The current ACM state machine works but it is incosistent in the way it handles error states or failed transitions. A composition and its elements can get "stuck" in transition states.
We need to
- Specify what the current state machine is for both compositions and elements and describe what the state machine for both should be
- Specify what the behaviour of the runtime and participants should be in each state
- Specify what the behaviour should be for the runtime and participants should be in transitions
Specifically we need to clarify:
- State of the composition elements
- State of the overall composition is derived from the composition element states
- Admin state/Running state
- When all the elements are fully up and configured, the go to state Passive, when all elements are in Passive, the full composition goes to Passive
- Error states: Are they parallel sates or part of the same state?
- There should “it didn’t work” states like “Passive-Error” or “Run_Error” (names to be decided later)
- Describe what the “Running” state means and what the participant should do in Passive->Running and Running->Passive transitions.
- Say a K8S service crashes, how do we feed that back? Running_Error. The state of the POD is only checked during startup. It is not periodically checked. There should be supervision.
State Machine for Automation Compositions
Current State Machine
- Composition in UNINITIALIZED state: all elements of a composition are in UNINITIALIZED state, all applications are not deployed and policy types are not deployed and not present in Api.
- User triggers to move the composition from UNINITIALIZED to PASSIVE: runtime-acm moves elements from UNINITIALIZED state to UNINITIALIZED_TO_PASSIVE.
- Element in UNINITIALIZED_TO_PASSIVE:
- participant-ks8: deploys applications
- participant-policy: creates policy types in Api and deploys them with Pap.
- participant-http: configures applications.
- Element in PASSIVE state:
- participant-ks8: applications are deployed.
- participant-policy: policy types are create in Api and deployed with Pap.
- participant-http: applications are configured.
- Composition in PASSIVE state: all elements are in PASSIVE state, all applications are deployed and configured.
- User triggers to move the composition from PASSIVE to UNINITIALIZED: runtime-acm moves elements from PASSIVE state to PASSIVE_TO_UNINITIALIZED.
- Element in UNINITIALIZED_TO_PASSIVE:
- participant-ks8: undeploys applications
- participant-policy: undeploys policy types with Pap and deletes them in Api.
- participant-http: do nothing
- Element in UNINITIALIZED state:
- participant-ks8: applications are undeployed.
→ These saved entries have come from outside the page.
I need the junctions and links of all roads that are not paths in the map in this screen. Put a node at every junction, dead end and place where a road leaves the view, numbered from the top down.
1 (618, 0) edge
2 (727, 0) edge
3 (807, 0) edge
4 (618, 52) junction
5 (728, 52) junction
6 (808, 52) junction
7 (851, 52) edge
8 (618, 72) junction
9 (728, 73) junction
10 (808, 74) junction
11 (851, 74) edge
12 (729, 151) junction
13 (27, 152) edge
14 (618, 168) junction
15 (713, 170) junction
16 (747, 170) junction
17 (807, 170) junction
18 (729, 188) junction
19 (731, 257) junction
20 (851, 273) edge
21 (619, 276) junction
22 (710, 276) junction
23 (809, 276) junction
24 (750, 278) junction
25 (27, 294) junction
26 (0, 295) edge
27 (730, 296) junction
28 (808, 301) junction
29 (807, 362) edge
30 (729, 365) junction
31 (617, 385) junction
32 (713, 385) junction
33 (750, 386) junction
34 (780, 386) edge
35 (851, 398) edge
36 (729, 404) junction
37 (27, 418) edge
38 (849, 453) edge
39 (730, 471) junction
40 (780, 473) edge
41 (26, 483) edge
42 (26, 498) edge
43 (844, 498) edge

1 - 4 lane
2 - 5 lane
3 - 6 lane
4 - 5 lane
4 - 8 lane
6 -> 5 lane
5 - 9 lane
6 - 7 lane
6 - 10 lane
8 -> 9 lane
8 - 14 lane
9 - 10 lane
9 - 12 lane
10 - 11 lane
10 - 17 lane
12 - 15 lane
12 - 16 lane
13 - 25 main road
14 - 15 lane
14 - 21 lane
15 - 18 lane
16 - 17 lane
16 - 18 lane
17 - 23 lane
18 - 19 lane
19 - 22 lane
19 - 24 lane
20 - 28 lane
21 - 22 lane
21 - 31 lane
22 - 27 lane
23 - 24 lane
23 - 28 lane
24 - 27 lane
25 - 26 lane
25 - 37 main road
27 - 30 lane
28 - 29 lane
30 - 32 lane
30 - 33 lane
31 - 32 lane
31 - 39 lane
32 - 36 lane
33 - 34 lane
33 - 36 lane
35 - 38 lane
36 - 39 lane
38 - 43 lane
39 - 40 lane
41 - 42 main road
- participant-policy: policy types are not deployed and not present in Api.
Proposed State Machine
State Machine for Automation Composition Elements
Current State Machine
TBC
Proposed State Machine
Proposed State Machine
- Composition in UNINITIALIZED state: all elements of a the composition are in UNINITIALIZED state, all applications are not deployed and policy types are not deployed and not present in Api.
- User triggers to move the composition from UNINITIALIZED to PASSIVE: runtime-acm moves elements from UNINITIALIZED state to UNINITIALIZED_TO_PASSIVE.
- Element in UNINITIALIZED_TO_PASSIVE:
- participant-ks8: deploys applications
- participant-policy: creates policy types in Api and deploys them with Pap.
- participant-http: checks if applications are healthy.
- Element in UNINITIALIZED_TO_PASSIVE_ERROR state: participant got error during deploy.
- Composition in UNINITIALIZED_TO_PASSIVE_ERROR state: at least one element is in UNINITIALIZED_TO_PASSIVE_ERROR state.
- User can re-try UNINITIALIZED_TO_PASSIVE.
- User can go back to UNINITIALIZED.
- Element in PASSIVE state:
- participant-ks8: applications are deployed.
- participant-policy: policy types are create in Api and deployed with Pap.
- participant-http: applications are healthy but not configured yet.
- Composition in PASSIVE state: all elements are moved to PASSIVE, all applications are deployed but not configured.
- User triggers to move the composition from PASSIVE to RUNNING: runtime-ACM moves elements from PASSIVE state to PASSIVE_TO_RUNNING.
- Element in PASSIVE_TO_RUNNING state:
- participant-ks8: do nothing (maybe checks if applications are running).
- participant-policy: do nothing (maybe checks if policy types are running).
- participant-http: configures applications.
- Element in PASSIVE_TO_RUNNING_ERROR state: participant got error during configuration.
- Composition in PASSIVE_TO_RUNNING_ERROR state: at least one element is in PASSIVE_TO_RUNNING_ERROR state.
- Element in RUNNING state:
- participant-ks8: applications are deployed (periodically checks if applications are running).
- participant-policy: policy types are create in Api and deployed with Pap.
- participant-http: applications are healthy and configured (periodically checks if applications are healthy).
- Composition in RUNNING state: all elements of a ACM are in RUNNING state, all applications are running.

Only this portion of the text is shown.